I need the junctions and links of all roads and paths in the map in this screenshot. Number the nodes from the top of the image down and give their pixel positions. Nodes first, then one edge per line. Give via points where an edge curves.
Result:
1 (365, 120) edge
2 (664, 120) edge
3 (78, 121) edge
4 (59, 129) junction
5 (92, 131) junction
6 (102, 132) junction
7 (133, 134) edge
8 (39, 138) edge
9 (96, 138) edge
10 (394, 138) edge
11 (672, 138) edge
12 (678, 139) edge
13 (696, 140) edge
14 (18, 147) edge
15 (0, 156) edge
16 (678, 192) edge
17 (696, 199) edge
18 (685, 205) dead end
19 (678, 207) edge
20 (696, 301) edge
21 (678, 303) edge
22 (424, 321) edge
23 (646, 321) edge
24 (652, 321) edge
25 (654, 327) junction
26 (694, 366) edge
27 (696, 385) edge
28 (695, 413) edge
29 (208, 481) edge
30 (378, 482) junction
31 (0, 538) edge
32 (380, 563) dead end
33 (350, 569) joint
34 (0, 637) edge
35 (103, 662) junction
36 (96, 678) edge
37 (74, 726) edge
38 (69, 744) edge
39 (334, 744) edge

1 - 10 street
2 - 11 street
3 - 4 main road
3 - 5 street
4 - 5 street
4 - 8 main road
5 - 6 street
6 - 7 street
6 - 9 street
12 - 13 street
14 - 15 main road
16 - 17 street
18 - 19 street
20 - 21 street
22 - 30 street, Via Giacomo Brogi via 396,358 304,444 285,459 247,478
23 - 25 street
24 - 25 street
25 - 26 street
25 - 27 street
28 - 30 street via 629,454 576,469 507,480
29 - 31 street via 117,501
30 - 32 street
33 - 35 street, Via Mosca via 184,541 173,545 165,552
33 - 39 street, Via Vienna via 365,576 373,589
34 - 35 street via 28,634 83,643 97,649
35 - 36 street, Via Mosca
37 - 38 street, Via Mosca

──────────────────────────────

> **Exercise details**:
Would you transcribe the whole listing, keeping every character the same?

> **Written reply**:
I need the junctions and links of all roads and paths in the map in this screenshot. Number the nodes from the top of the image down and give their pixel positions. Nodes first, then one edge per line. Give via points where an edge curves.
Result:
1 (365, 120) edge
2 (664, 120) edge
3 (78, 121) edge
4 (59, 129) junction
5 (92, 131) junction
6 (102, 132) junction
7 (133, 134) edge
8 (39, 138) edge
9 (96, 138) edge
10 (394, 138) edge
11 (672, 138) edge
12 (678, 139) edge
13 (696, 140) edge
14 (18, 147) edge
15 (0, 156) edge
16 (678, 192) edge
17 (696, 199) edge
18 (685, 205) dead end
19 (678, 207) edge
20 (696, 301) edge
21 (678, 303) edge
22 (424, 321) edge
23 (646, 321) edge
24 (652, 321) edge
25 (654, 327) junction
26 (694, 366) edge
27 (696, 385) edge
28 (695, 413) edge
29 (208, 481) edge
30 (378, 482) junction
31 (0, 538) edge
32 (380, 563) dead end
33 (350, 569) joint
34 (0, 637) edge
35 (103, 662) junction
36 (96, 678) edge
37 (74, 726) edge
38 (69, 744) edge
39 (334, 744) edge

1 - 10 street
2 - 11 street
3 - 4 main road
3 - 5 street
4 - 5 street
4 - 8 main road
5 - 6 street
6 - 7 street
6 - 9 street
12 - 13 street
14 - 15 main road
16 - 17 street
18 - 19 street
20 - 21 street
22 - 30 street, Via Giacomo Brogi via 396,358 304,444 285,459 247,478
23 - 25 street
24 - 25 street
25 - 26 street
25 - 27 street
28 - 30 street via 629,454 576,469 507,480
29 - 31 street via 117,501
30 - 32 street
33 - 35 street, Via Mosca via 184,541 173,545 165,552
33 - 39 street, Via Vienna via 365,576 373,589
34 - 35 street via 28,634 83,643 97,649
35 - 36 street, Via Mosca
37 - 38 street, Via Mosca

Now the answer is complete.